# ASSIGNED TASK
Quote the full listing word for word.

# DATASET RECORDS
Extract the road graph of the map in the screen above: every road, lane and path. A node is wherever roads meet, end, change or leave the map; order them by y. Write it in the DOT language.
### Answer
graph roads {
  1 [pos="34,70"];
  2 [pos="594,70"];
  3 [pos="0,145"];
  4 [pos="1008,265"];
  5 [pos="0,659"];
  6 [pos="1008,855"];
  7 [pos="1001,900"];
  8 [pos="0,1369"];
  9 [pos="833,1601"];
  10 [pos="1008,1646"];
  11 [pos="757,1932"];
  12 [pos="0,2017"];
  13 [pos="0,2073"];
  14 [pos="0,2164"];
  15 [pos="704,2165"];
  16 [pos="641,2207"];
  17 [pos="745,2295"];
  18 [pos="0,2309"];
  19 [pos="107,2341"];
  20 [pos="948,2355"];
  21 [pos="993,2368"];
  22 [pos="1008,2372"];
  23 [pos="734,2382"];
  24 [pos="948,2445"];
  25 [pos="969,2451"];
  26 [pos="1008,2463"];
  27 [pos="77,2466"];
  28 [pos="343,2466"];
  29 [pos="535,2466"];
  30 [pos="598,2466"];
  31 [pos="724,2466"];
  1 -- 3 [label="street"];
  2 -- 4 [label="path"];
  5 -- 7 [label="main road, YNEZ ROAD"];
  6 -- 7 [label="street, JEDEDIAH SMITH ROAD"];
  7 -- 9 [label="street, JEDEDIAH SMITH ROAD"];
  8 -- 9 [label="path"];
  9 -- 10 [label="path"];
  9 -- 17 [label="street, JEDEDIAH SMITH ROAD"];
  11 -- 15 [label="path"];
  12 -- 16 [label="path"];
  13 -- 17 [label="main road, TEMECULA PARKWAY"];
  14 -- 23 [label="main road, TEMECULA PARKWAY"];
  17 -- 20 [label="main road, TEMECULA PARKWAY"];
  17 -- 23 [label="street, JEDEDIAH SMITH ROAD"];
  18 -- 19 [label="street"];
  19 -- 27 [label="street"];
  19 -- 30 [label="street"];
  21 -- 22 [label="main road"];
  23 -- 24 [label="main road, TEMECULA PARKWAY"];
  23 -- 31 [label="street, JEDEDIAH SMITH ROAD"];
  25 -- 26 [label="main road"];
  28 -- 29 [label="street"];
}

# TASK OUTPUT
Extract the road graph of the map in the screen above: every road, lane and path. A node is wherever roads meet, end, change or leave the map; order them by y. Write it in the DOT language.
### Answer
graph roads {
  1 [pos="34,70"];
  2 [pos="594,70"];
  3 [pos="0,145"];
  4 [pos="1008,265"];
  5 [pos="0,659"];
  6 [pos="1008,855"];
  7 [pos="1001,900"];
  8 [pos="0,1369"];
  9 [pos="833,1601"];
  10 [pos="1008,1646"];
  11 [pos="757,1932"];
  12 [pos="0,2017"];
  13 [pos="0,2073"];
  14 [pos="0,2164"];
  15 [pos="704,2165"];
  16 [pos="641,2207"];
  17 [pos="745,2295"];
  18 [pos="0,2309"];
  19 [pos="107,2341"];
  20 [pos="948,2355"];
  21 [pos="993,2368"];
  22 [pos="1008,2372"];
  23 [pos="734,2382"];
  24 [pos="948,2445"];
  25 [pos="969,2451"];
  26 [pos="1008,2463"];
  27 [pos="77,2466"];
  28 [pos="343,2466"];
  29 [pos="535,2466"];
  30 [pos="598,2466"];
  31 [pos="724,2466"];
  1 -- 3 [label="street"];
  2 -- 4 [label="path"];
  5 -- 7 [label="main road, YNEZ ROAD"];
  6 -- 7 [label="street, JEDEDIAH SMITH ROAD"];
  7 -- 9 [label="street, JEDEDIAH SMITH ROAD"];
  8 -- 9 [label="path"];
  9 -- 10 [label="path"];
  9 -- 17 [label="street, JEDEDIAH SMITH ROAD"];
  11 -- 15 [label="path"];
  12 -- 16 [label="path"];
  13 -- 17 [label="main road, TEMECULA PARKWAY"];
  14 -- 23 [label="main road, TEMECULA PARKWAY"];
  17 -- 20 [label="main road, TEMECULA PARKWAY"];
  17 -- 23 [label="street, JEDEDIAH SMITH ROAD"];
  18 -- 19 [label="street"];
  19 -- 27 [label="street"];
  19 -- 30 [label="street"];
  21 -- 22 [label="main road"];
  23 -- 24 [label="main road, TEMECULA PARKWAY"];
  23 -- 31 [label="street, JEDEDIAH SMITH ROAD"];
  25 -- 26 [label="main road"];
  28 -- 29 [label="street"];
}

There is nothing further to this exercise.